SiKiKingPin schrieb:


> Müssen die GMX'ler unter uns jetzt für immer den SPAM Filter deaktivieren, damit wir noch buffed-Post bekommen?



nein, du kannst die Buffeddomain doch auch einfach auf die whitelist setzen, bei mir landet die Post bisher aber nur teilweise im SPamordner



@Emokeksii

Zam wird das schon zu schätzen wissen, oder auch nicht ^^


----------



## Immortalis (5. September 2008)

i got one naja un noch 300 andere e-mails
see ya sunday=)


----------



## Lintagard (5. September 2008)

Bin ich der einzige, bei dem der Warhammer-Downloader gähnend langsam ist?
Er lädt im Schnitt mit 20-30KB/s herunter und das auch bei geöffneten Ports,
gleichzeitig legt er noch das ganze Internet im Haus lahm...
Noch vor ein paar Tagen lief er wie geschmiert, allerdings auf meiner alten Platte,
hatte dort schon mehr als 67%... 


			Dieser Inhalt steht nur eingeloggten Mitgliedern zur Verfügung.
        



Gibt es irgendwelche Alternativ-Downloadmöglichkeit?

lG


----------



## SiKiKingPin (5. September 2008)

Exoceb schrieb:


> nein, du kannst die Buffeddomain doch auch einfach auf die whitelist setzen, bei mir landet die Post bisher aber nur teilweise im SPamordner



Okay, danke.

Habe dort community@buffed.de auf die Whitelist gesetzt.
Reicht diese Adresse?


----------



## Panade (5. September 2008)

wenn du deine keys nur auf die mails von buffed beziehst musste den update key nehmen ^^


----------



## Areson (5. September 2008)

Du muss die Mailadresse im Spamfilter auf die "Whitelist" setzen. GMX hat Buffed gestern nach der 91 Mail bei mir geblockt.

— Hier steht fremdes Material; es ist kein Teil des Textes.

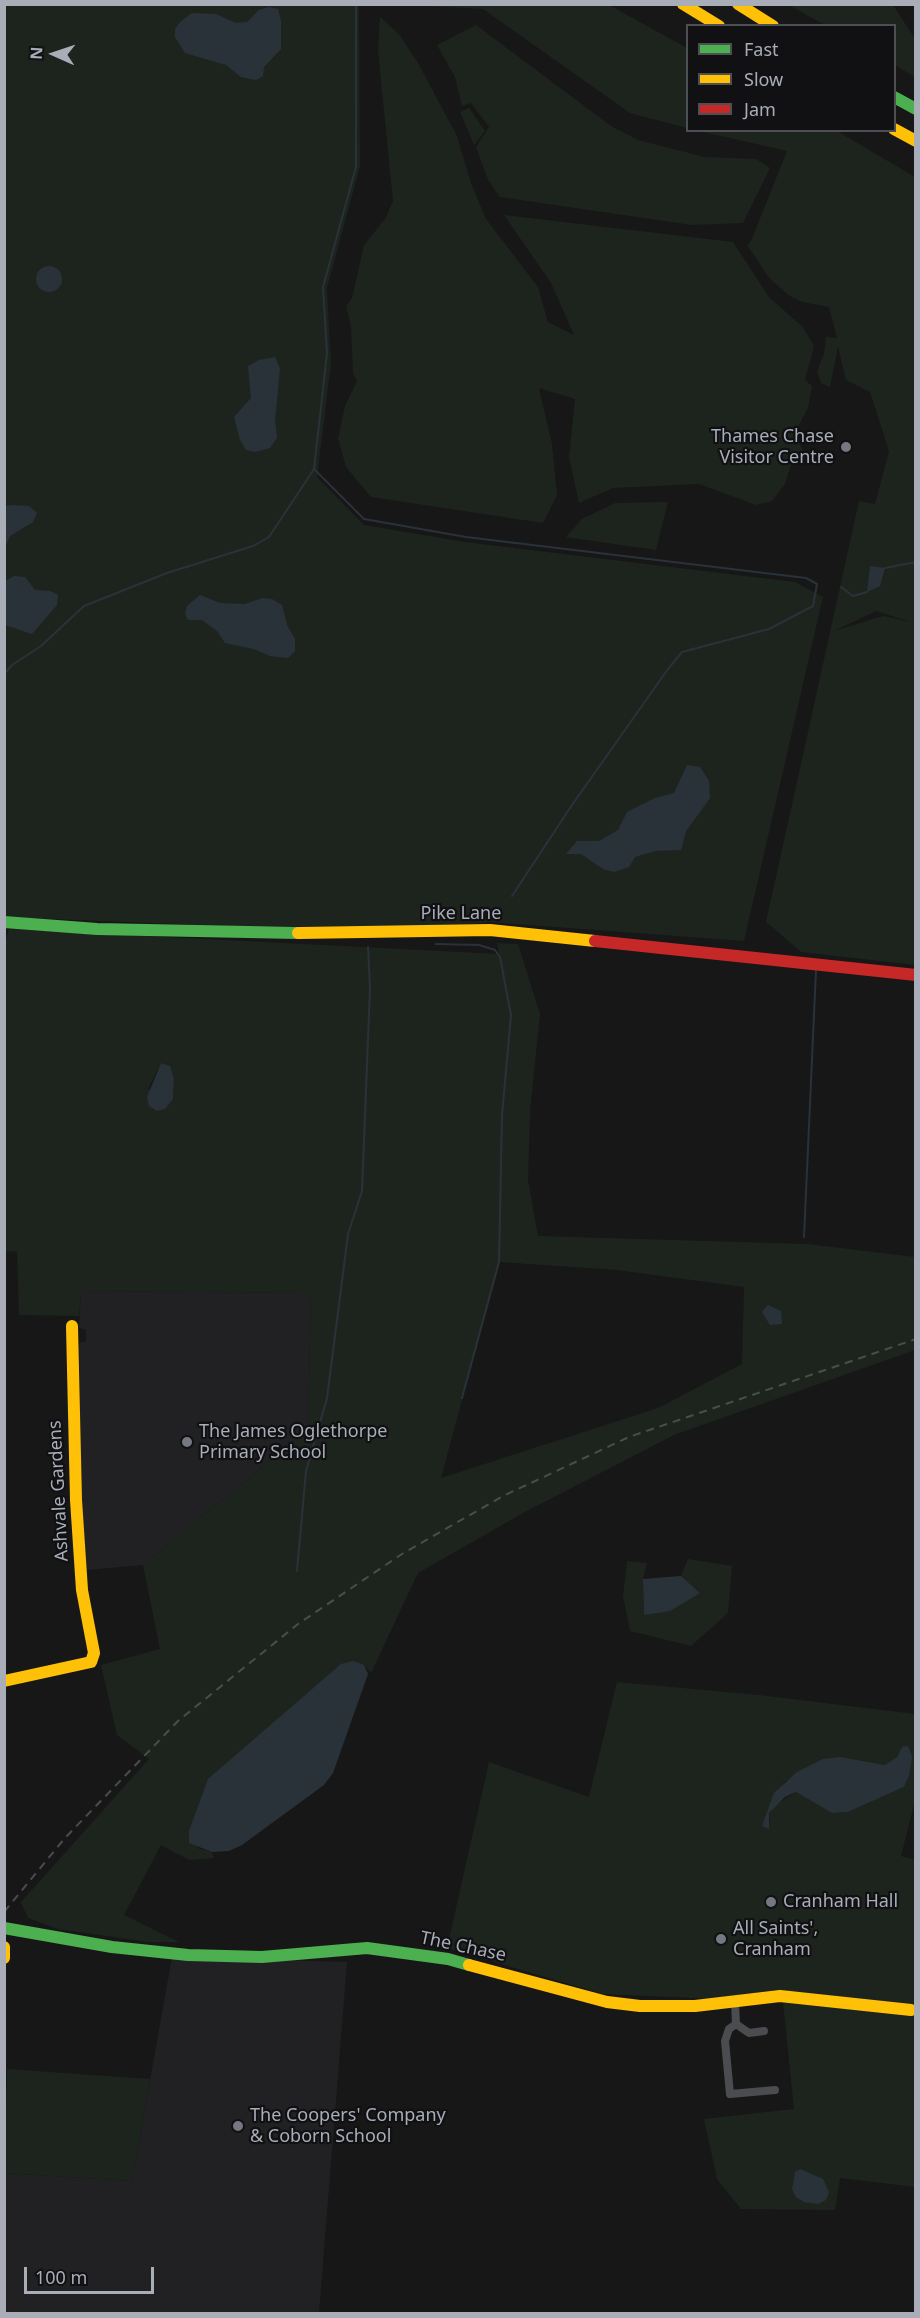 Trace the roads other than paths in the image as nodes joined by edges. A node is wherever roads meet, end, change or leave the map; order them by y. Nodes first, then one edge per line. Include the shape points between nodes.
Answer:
1 (683, 4) edge
2 (738, 4) edge
3 (716, 24) edge
4 (770, 24) edge
5 (896, 98) edge
6 (915, 109) edge
7 (896, 130) edge
8 (915, 141) edge
9 (4, 922) edge
10 (915, 975) edge
11 (72, 1326) dead end
12 (4, 1681) edge
13 (4, 1928) edge
14 (4, 1947) edge
15 (4, 1958) edge
16 (735, 2002) junction
17 (911, 2010) dead end
18 (736, 2024) junction
19 (764, 2031) dead end
20 (775, 2090) dead end

1 - 3 main road
2 - 4 main road
5 - 6 main road
7 - 8 main road
9 - 10 main road, Pike Lane via 224,933 490,930
11 - 12 main road, Ashvale Gardens via 76,1511 82,1590 94,1653 91,1662
13 - 16 main road, The Chase via 112,1947 188,1955 262,1957 367,1948 448,1959 607,2002 695,2006
14 - 15 main road
16 - 17 main road, The Chase via 780,1996
16 - 18 street
18 - 19 street via 749,2033
18 - 20 street via 729,2029 725,2041 730,2094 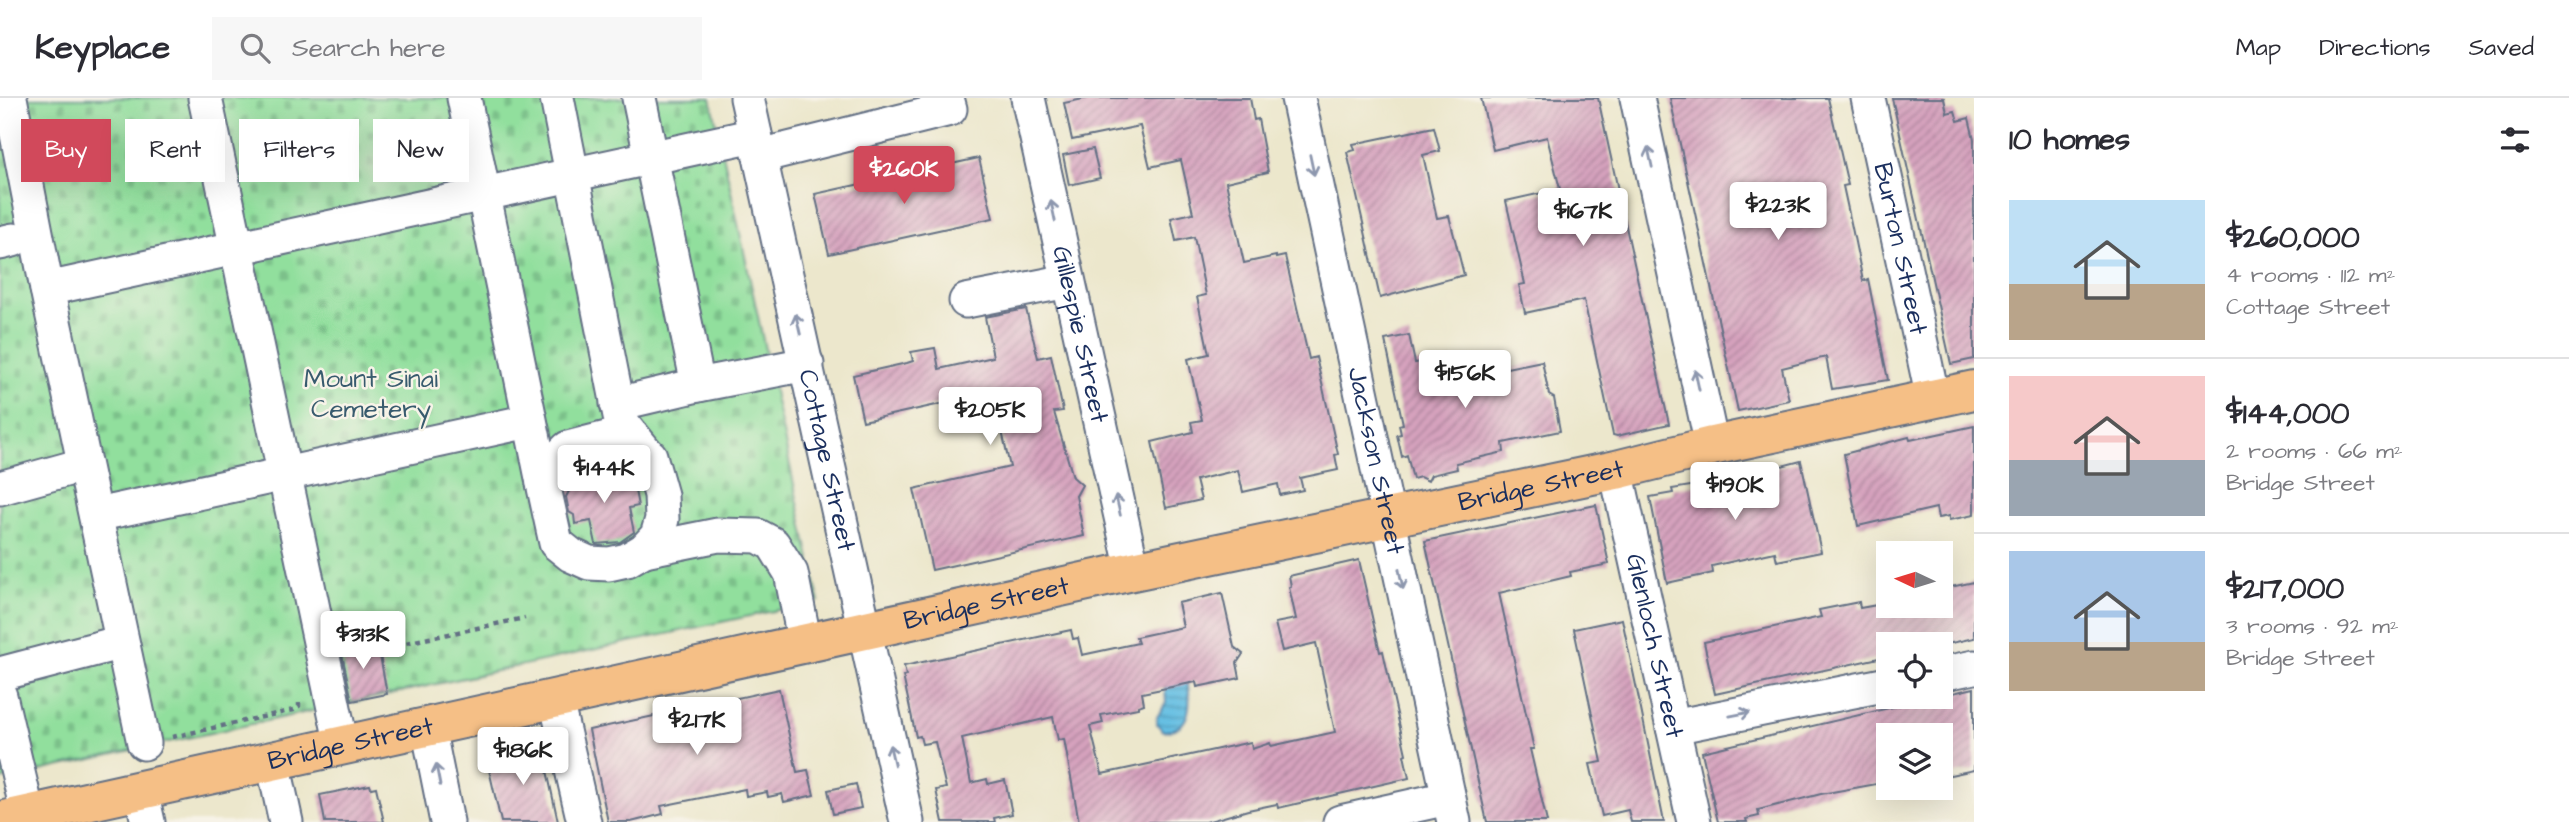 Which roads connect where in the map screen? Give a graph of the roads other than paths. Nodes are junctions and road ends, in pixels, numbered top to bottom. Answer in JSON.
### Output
{"nodes":[{"id":1,"x":10,"y":98,"type":"edge"},
{"id":2,"x":205,"y":98,"type":"edge"},
{"id":3,"x":464,"y":98,"type":"edge"},
{"id":4,"x":557,"y":98,"type":"edge"},
{"id":5,"x":639,"y":98,"type":"edge"},
{"id":6,"x":747,"y":98,"type":"edge"},
{"id":7,"x":947,"y":98,"type":"edge"},
{"id":8,"x":1028,"y":98,"type":"edge"},
{"id":9,"x":1298,"y":98,"type":"edge"},
{"id":10,"x":1637,"y":98,"type":"edge"},
{"id":11,"x":1868,"y":98,"type":"edge"},
{"id":12,"x":757,"y":146,"type":"junction"},
{"id":13,"x":653,"y":158,"type":"junction"},
{"id":14,"x":573,"y":174,"type":"junction"},
{"id":15,"x":483,"y":194,"type":"junction"},
{"id":16,"x":236,"y":246,"type":"junction"},
{"id":17,"x":1068,"y":281,"type":"junction"},
{"id":18,"x":47,"y":289,"type":"junction"},
{"id":19,"x":966,"y":301,"type":"dead end"},
{"id":20,"x":807,"y":364,"type":"junction"},
{"id":21,"x":698,"y":385,"type":"junction"},
{"id":22,"x":1974,"y":390,"type":"edge"},
{"id":23,"x":1933,"y":399,"type":"junction"},
{"id":24,"x":617,"y":404,"type":"junction"},
{"id":25,"x":529,"y":421,"type":"junction"},
{"id":26,"x":1712,"y":446,"type":"junction"},
{"id":27,"x":650,"y":456,"type":"junction"},
{"id":28,"x":72,"y":468,"type":"dead end"},
{"id":29,"x":1616,"y":470,"type":"junction"},
{"id":30,"x":285,"y":474,"type":"junction"},
{"id":31,"x":543,"y":483,"type":"junction"},
{"id":32,"x":0,"y":488,"type":"edge"},
{"id":33,"x":96,"y":515,"type":"junction"},
{"id":34,"x":1388,"y":519,"type":"junction"},
{"id":35,"x":644,"y":550,"type":"junction"},
{"id":36,"x":1133,"y":571,"type":"junction"},
{"id":37,"x":864,"y":631,"type":"junction"},
{"id":38,"x":805,"y":644,"type":"junction"},
{"id":39,"x":107,"y":646,"type":"dead end"},
{"id":40,"x":1974,"y":667,"type":"edge"},
{"id":41,"x":1953,"y":671,"type":"edge"},
{"id":42,"x":0,"y":674,"type":"edge"},
{"id":43,"x":1876,"y":686,"type":"edge"},
{"id":44,"x":0,"y":696,"type":"edge"},
{"id":45,"x":556,"y":700,"type":"junction"},
{"id":46,"x":428,"y":727,"type":"junction"},
{"id":47,"x":1673,"y":727,"type":"junction"},
{"id":48,"x":144,"y":743,"type":"road end"},
{"id":49,"x":342,"y":746,"type":"junction"},
{"id":50,"x":273,"y":762,"type":"junction"},
{"id":51,"x":145,"y":806,"type":"edge"},
{"id":52,"x":1451,"y":810,"type":"edge"},
{"id":53,"x":14,"y":818,"type":"edge"},
{"id":54,"x":286,"y":822,"type":"edge"},
{"id":55,"x":447,"y":822,"type":"edge"},
{"id":56,"x":584,"y":822,"type":"edge"},
{"id":57,"x":907,"y":822,"type":"edge"},
{"id":58,"x":1340,"y":822,"type":"edge"},
{"id":59,"x":1694,"y":822,"type":"edge"}],
"edges":[{"from":1,"to":18,"type":"street"},
{"from":2,"to":16,"type":"street"},
{"from":3,"to":15,"type":"street"},
{"from":4,"to":14,"type":"street"},
{"from":5,"to":13,"type":"street"},
{"from":6,"to":12,"type":"street","name":"Cottage Street"},
{"from":7,"to":12,"type":"street"},
{"from":17,"to":8,"type":"street","name":"Gillespie Street","one_way":true},
{"from":9,"to":34,"type":"street","name":"Jackson Street","one_way":true},
{"from":26,"to":10,"type":"street","one_way":true},
{"from":11,"to":23,"type":"street","name":"Burton Street"},
{"from":12,"to":13,"type":"street"},
{"from":20,"to":12,"type":"street","name":"Cottage Street","one_way":true},
{"from":13,"to":14,"type":"street"},
{"from":13,"to":21,"type":"street"},
{"from":14,"to":15,"type":"street"},
{"from":14,"to":24,"type":"street"},
{"from":15,"to":16,"type":"street"},
{"from":15,"to":25,"type":"street"},
{"from":16,"to":18,"type":"street"},
{"from":16,"to":30,"type":"street"},
{"from":17,"to":19,"type":"street"},
{"from":36,"to":17,"type":"street","name":"Gillespie Street","one_way":true},
{"from":18,"to":33,"type":"street"},
{"from":20,"to":21,"type":"street"},
{"from":20,"to":37,"type":"street","name":"Cottage Street"},
{"from":21,"to":24,"type":"street"},
{"from":22,"to":23,"type":"main road","name":"Bridge Street"},
{"from":23,"to":26,"type":"main road","name":"Bridge Street"},
{"from":24,"to":27,"type":"street"},
{"from":25,"to":30,"type":"street"},
{"from":25,"to":31,"type":"street"},
{"from":26,"to":29,"type":"main road","name":"Bridge Street"},
{"from":27,"to":31,"type":"street"},
{"from":27,"to":35,"type":"street"},
{"from":28,"to":32,"type":"street"},
{"from":29,"to":34,"type":"main road","name":"Bridge Street"},
{"from":29,"to":47,"type":"street","name":"Glenloch Street"},
{"from":30,"to":33,"type":"street"},
{"from":30,"to":49,"type":"street"},
{"from":31,"to":35,"type":"street"},
{"from":33,"to":48,"type":"street"},
{"from":34,"to":36,"type":"main road","name":"Bridge Street"},
{"from":34,"to":52,"type":"street","name":"Jackson Street","one_way":true},
{"from":35,"to":38,"type":"street"},
{"from":36,"to":37,"type":"main road","name":"Bridge Street"},
{"from":37,"to":38,"type":"main road","name":"Bridge Street"},
{"from":57,"to":37,"type":"street","name":"Cottage Street","one_way":true},
{"from":38,"to":45,"type":"main road","name":"Bridge Street"},
{"from":39,"to":42,"type":"street"},
{"from":40,"to":41,"type":"street"},
{"from":47,"to":43,"type":"street","one_way":true},
{"from":44,"to":53,"type":"street"},
{"from":45,"to":46,"type":"main road","name":"Bridge Street"},
{"from":45,"to":56,"type":"street"},
{"from":46,"to":49,"type":"main road","name":"Bridge Street"},
{"from":55,"to":46,"type":"street","one_way":true},
{"from":47,"to":59,"type":"street","name":"Glenloch Street"},
{"from":49,"to":50,"type":"main road","name":"Bridge Street"},
{"from":50,"to":51,"type":"main road","name":"Bridge Street"},
{"from":50,"to":54,"type":"street"},
{"from":51,"to":53,"type":"main road","name":"Bridge Street"},
{"from":52,"to":58,"type":"street"}]}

Nachdem ich die Adressen dann auf die Whitelist gesetzt habe, sind dann die restlichen 909 Mails  


			Dieser Inhalt steht nur eingeloggten Mitgliedern zur Verfügung.
        

  auch noch angekommen genau wie die "Entschuldigungs" Mail.


----------



## Exoceb (5. September 2008)

Lintagard schrieb:


> Bin ich der einzige, bei dem der Warhammer-Downloader gähnend langsam ist?
> Er lädt im Schnitt mit 20-30KB/s herunter und das auch bei geöffneten Ports,
> gleichzeitig legt er noch das ganze Internet im Haus lahm...
> Noch vor ein paar Tagen lief er wie geschmiert, allerdings auf meiner alten Platte,
> ...



Hier: http://download.goa.com/war/clientdl/wareuopenbeta.torrent
gibts ne Torrent-Datei, kannst dann mit nem normalen client ziehen z.b.




SiKiKingPin schrieb:


> Okay, danke.
> 
> Habe dort community@buffed.de auf die Whitelist gesetzt.
> Reicht diese Adresse?



Bin mir grad nicht sicher, aber mit Wildcard vorm @ sollten alle Mails von buffed durchkommen, weiss nur grad nicht ob Wildcards bei GMX zulässig sind


----------



## Ancalagorn (5. September 2008)

Lintagard schrieb:


> Bin ich der einzige, bei dem der Warhammer-Downloader gähnend langsam ist?
> Er lädt im Schnitt mit 20-30KB/s herunter und das auch bei geöffneten Ports,
> gleichzeitig legt er noch das ganze Internet im Haus lahm...
> Noch vor ein paar Tagen lief er wie geschmiert, allerdings auf meiner alten Platte,
> ...


hmm bei mir gings gestern mit 1,3MB/s
vllt sind jetzt einfach viel mehr leute am runterladen
aber wos sonst noch runterladen kannst weiss ich nich sry


----------



## Ren-Alekz (5. September 2008)

also diejenigen die zugespammt wurden kriegen aufjedenfall nachträglich nen key oder ging die spammail an alle die mitgemacht haben?


----------



## Exoceb (5. September 2008)

Ren-Alekz schrieb:


> also diejenigen die zugespammt wurden kriegen aufjedenfall nachträglich nen key oder ging die spammail an alle die mitgemacht haben?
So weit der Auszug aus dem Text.